El problema con estas tres películas es que al sacarlas de la carteleras de cine para meterlas dentro del algoritmo, las películas pierden, según Scott, cierta “presencia cultural” e ingresan dentro de un sistema de consumo pasivo en el cual, por un lado, el contenido es seleccionado por la plataforma con un criterio diseñado según tus elecciones previas, puramente para satisfacer lo que ya crees que te gusta y no para “desafiarte” como espectador (este sería el rol tradicional del crítico, que ya no es demandado por una audiencia mimada), y por otro, la disponibilidad y ubicuidad del contenido produce, paradójicamente, un reemplazo constante del contenido más sofisticado o “difícil” por contenido más digerible porque, como siempre va a estar ahí, “mejor dejo esta película de Fellini para la semana que viene, hoy estoy cansado y prefiero ver unos capítulos de The Office” (el ejemplo es del propio Scott). La sensación de urgencia de las cambiantes carteleras de cine desaparece y el consumidor entra en un loop anestesiado de consumo estúpido.
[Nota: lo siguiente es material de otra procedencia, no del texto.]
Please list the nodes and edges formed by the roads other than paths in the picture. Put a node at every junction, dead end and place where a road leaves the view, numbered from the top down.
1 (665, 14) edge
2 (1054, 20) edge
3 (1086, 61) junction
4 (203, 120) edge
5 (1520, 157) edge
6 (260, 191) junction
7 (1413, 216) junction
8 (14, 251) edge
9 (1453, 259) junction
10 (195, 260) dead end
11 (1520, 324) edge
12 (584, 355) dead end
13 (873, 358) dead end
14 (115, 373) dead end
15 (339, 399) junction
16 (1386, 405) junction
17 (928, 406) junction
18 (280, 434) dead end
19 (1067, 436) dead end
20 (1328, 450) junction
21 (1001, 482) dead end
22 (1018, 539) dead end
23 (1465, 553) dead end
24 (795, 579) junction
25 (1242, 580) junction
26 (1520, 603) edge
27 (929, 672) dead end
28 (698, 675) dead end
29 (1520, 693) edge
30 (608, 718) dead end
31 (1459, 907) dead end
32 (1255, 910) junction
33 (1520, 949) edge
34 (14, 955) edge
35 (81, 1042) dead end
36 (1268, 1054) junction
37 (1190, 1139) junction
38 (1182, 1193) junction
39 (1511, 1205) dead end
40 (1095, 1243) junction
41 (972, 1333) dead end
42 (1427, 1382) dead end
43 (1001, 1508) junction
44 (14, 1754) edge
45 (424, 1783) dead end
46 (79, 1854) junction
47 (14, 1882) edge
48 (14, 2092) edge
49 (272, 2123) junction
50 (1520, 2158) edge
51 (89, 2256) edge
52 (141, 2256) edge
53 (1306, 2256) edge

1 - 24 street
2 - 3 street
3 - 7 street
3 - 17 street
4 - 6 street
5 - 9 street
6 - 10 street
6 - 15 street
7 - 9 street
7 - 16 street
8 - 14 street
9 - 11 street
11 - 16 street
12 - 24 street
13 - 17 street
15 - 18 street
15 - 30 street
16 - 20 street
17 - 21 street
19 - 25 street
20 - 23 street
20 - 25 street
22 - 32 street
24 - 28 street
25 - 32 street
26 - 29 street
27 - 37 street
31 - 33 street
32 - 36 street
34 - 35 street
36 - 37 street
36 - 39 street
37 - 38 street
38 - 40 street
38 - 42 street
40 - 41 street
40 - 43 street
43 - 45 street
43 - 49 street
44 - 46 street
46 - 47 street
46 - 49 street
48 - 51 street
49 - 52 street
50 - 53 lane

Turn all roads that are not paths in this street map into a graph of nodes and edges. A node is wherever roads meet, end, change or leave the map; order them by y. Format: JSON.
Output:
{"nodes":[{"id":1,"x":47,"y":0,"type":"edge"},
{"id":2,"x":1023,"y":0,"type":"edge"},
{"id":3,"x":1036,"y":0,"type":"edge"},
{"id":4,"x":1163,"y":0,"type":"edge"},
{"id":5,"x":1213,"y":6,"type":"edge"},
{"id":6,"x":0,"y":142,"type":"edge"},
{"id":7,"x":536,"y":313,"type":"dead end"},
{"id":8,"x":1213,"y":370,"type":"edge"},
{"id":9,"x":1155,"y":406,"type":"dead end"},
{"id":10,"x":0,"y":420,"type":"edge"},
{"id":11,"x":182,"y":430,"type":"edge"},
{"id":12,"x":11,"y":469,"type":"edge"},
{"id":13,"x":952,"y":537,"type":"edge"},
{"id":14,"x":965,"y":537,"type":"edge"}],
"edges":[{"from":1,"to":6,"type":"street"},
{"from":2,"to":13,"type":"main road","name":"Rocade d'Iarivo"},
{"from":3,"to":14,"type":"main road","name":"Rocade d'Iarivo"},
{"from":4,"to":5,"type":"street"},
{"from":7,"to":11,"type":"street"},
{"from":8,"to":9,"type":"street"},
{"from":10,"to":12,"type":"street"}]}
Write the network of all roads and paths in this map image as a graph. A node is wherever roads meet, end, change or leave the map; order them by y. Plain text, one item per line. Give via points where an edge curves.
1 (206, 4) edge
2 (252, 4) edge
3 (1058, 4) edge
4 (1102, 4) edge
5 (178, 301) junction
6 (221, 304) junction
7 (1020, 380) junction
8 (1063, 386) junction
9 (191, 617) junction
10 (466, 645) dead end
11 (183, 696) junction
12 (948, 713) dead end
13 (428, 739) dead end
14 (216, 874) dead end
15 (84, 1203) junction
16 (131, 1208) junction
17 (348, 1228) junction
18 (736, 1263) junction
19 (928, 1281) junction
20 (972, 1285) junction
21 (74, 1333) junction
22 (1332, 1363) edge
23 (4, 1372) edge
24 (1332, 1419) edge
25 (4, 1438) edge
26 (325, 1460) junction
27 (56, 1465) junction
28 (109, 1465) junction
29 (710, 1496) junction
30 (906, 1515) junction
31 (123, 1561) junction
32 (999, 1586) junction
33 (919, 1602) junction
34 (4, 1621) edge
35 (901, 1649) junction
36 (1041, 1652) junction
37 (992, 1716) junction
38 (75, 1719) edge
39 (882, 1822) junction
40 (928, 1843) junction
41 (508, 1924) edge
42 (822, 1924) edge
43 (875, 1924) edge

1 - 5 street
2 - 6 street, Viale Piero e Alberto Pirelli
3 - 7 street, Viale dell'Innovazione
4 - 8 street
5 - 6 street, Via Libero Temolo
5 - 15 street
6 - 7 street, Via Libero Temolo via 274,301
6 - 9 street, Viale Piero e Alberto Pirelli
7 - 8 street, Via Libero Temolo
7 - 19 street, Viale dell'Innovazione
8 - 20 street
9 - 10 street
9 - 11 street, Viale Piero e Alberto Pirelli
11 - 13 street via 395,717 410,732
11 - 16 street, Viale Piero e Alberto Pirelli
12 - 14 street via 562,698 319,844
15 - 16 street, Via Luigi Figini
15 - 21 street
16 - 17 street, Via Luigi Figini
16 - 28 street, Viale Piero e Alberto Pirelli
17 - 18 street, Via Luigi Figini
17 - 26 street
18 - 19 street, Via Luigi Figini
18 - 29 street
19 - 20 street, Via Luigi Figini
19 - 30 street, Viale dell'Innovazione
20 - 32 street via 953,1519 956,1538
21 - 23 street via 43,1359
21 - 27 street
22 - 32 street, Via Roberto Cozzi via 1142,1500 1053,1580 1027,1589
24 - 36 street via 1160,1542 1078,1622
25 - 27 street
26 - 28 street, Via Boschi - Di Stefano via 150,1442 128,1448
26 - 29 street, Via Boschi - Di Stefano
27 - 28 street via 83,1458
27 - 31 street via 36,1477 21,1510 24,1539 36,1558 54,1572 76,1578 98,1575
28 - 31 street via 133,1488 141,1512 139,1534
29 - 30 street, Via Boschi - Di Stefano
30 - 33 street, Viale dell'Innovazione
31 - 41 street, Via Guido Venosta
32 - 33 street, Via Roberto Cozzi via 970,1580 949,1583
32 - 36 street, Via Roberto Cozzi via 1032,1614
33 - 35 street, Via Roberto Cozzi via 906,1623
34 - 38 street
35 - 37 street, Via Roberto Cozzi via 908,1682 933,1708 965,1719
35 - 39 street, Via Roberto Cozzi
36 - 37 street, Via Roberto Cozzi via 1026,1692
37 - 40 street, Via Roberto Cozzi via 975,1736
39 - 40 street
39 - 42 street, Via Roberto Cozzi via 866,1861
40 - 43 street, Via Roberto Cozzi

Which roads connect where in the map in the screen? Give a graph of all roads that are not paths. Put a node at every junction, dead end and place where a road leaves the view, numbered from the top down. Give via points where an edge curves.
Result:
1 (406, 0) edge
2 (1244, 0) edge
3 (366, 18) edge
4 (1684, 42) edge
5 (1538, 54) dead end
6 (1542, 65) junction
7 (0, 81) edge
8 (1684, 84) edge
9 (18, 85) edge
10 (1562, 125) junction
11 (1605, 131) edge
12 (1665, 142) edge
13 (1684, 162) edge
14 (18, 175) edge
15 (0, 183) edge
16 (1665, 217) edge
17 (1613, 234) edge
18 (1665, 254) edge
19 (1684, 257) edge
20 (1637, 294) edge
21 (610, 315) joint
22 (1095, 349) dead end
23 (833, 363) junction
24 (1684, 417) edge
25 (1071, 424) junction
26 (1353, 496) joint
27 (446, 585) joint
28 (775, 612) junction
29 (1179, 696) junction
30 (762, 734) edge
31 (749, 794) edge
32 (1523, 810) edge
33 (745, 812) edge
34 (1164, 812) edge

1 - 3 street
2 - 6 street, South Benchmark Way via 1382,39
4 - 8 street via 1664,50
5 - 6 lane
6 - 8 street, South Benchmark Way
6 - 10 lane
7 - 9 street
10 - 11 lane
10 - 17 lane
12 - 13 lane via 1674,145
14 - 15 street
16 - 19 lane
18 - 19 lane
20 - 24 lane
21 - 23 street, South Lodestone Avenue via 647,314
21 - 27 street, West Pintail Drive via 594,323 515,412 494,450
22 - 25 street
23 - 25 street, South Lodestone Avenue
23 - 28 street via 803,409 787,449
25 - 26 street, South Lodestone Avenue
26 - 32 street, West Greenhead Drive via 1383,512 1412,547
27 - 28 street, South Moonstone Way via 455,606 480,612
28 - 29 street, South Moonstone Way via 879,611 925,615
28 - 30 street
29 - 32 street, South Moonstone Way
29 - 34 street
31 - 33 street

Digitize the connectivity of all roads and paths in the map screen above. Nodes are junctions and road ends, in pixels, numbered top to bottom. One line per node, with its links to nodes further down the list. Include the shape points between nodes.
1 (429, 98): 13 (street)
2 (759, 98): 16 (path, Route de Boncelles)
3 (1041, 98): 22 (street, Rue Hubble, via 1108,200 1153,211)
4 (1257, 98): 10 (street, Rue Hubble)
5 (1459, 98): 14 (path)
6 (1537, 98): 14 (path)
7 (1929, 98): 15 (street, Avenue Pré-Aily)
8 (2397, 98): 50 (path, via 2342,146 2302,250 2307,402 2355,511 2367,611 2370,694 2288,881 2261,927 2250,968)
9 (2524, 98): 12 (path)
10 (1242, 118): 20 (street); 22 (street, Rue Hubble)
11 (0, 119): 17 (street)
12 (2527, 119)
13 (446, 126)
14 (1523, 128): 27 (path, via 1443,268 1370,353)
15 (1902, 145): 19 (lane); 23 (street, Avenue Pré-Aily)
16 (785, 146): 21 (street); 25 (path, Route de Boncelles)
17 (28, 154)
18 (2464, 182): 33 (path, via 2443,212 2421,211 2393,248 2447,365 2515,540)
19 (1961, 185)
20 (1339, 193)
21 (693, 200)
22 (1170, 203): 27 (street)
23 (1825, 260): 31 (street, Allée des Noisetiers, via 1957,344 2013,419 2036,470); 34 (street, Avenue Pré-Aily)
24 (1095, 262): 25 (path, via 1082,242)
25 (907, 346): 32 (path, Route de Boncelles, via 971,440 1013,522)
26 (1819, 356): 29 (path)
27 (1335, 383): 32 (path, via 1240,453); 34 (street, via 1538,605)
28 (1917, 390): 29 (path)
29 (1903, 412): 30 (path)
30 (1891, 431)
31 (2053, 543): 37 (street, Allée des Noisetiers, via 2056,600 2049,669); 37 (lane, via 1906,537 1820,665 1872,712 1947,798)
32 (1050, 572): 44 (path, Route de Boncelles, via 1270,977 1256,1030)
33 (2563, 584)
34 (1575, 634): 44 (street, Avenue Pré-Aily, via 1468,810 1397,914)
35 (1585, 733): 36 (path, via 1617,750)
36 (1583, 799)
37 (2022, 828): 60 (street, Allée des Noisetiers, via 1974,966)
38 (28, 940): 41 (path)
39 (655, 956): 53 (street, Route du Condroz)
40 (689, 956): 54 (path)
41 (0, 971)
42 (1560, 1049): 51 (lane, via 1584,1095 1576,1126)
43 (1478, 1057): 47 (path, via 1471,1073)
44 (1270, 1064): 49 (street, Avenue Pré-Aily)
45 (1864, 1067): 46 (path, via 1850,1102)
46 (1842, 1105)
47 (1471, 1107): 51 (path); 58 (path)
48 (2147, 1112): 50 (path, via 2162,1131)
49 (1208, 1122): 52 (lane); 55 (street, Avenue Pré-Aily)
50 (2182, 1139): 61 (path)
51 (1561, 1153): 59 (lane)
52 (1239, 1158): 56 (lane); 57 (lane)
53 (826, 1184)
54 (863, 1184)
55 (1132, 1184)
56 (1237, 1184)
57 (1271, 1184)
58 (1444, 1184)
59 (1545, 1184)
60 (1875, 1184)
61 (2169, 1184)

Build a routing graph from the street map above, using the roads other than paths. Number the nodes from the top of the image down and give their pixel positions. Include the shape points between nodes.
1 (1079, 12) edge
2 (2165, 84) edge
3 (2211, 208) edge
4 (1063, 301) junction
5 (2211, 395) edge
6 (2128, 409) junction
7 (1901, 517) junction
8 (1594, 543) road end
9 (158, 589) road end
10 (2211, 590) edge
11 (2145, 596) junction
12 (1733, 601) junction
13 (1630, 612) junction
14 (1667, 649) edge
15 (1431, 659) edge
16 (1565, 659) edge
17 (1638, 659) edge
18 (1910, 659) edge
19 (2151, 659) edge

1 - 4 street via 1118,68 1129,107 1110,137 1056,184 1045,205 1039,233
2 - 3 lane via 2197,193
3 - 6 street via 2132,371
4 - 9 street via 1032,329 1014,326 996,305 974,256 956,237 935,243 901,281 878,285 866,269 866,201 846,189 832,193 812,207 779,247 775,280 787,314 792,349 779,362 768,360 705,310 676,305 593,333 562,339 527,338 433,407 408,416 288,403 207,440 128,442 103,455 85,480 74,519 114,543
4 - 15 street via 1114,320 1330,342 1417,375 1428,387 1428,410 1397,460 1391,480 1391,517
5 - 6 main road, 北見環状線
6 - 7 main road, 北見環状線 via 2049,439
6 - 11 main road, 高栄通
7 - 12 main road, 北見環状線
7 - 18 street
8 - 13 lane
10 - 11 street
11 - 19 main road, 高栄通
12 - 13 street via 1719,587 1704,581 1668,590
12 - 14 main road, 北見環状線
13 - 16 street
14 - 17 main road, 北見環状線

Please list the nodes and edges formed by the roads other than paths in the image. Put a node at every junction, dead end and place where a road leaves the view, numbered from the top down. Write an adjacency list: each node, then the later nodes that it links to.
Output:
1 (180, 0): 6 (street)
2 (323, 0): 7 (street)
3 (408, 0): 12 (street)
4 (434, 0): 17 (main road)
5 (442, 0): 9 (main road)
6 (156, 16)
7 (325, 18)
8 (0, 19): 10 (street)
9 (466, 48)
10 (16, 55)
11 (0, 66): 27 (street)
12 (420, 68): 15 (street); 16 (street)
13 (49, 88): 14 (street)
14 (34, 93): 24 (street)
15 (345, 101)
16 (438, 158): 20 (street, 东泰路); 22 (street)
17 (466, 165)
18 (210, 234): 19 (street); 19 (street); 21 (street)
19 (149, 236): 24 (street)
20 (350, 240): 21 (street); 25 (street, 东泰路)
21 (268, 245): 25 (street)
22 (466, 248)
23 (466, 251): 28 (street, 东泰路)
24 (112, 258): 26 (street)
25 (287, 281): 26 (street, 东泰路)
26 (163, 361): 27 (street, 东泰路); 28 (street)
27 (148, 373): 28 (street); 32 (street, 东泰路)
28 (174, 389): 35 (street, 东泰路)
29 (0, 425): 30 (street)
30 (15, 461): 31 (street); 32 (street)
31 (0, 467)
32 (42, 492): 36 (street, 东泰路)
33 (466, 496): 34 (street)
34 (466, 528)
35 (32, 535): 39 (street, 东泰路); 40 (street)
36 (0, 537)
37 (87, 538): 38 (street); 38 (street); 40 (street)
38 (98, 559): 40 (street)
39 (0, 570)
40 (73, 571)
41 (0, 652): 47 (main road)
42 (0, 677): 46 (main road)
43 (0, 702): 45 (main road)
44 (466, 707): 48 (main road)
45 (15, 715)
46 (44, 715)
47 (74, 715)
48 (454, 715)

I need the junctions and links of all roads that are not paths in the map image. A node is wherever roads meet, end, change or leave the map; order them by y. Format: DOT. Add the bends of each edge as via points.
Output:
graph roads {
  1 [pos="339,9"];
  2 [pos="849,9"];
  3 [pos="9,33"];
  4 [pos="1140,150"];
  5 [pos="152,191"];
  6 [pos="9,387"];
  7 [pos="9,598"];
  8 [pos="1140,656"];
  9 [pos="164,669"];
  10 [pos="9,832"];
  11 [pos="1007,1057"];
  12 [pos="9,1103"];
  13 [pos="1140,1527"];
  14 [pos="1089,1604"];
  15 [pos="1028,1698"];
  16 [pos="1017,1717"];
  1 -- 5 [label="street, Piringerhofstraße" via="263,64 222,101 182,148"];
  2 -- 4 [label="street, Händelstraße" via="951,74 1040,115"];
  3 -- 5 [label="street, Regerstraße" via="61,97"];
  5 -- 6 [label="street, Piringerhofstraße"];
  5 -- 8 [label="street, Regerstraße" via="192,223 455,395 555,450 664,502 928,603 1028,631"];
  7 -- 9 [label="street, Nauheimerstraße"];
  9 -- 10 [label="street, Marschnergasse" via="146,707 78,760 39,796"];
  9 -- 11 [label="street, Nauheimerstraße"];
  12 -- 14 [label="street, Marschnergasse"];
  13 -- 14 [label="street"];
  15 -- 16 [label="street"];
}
Hay acá un debate interesante sobre la crítica “de masas”, su estatus, su futuro, etc. La dinámica de consumo está bien descripta pero la amarga queja de Scott revela su incapacidad para poder adaptarse a ella antes que la crisis del rol del crítico como tal y, en definitiva, su condición de viejo meado de una época que murió. No por nada, además, Scott decidió no abandonar la crítica totalmente, sino moverse del cine a los libros, un último refugio más amigable con su halo áureo de productor de grandes sentidos de lectura que las masas reverencian que, por su forma de circulación y consumo, se mantiene relativamente impermeable a estas nuevas lógicas de, por resumir rápido y mal, “democratización” o total warfare.
Bajo esta única clave, está claro que las audiencias ya no toleran ni requieren esas figuras que antaño direccionaban el gusto colectivo desde tribunas prestigiosas que sancionaban qué había que ver y cómo. En ese sentido, la metáfora de “desafiar” al espectador no es más que eso, una mera licencia poética cuyo único objetivo es el de velar la real operación de legitimación de ciertas obras que Scott añora. Su tragedia es, en todo caso, ser incapaz de producir una pieza interesante sobre The Office, posiblemente igual o más densa en sentidos sobre la vida moderna que una película de Fellini. Pero la crítica para un público masivo está very much alive en Twitch y YouTube, incluso en formas altamente sofisticadas, con tipos que citan a Deleuze para hablar del nuevo Zelda y tienen millones de suscriptores.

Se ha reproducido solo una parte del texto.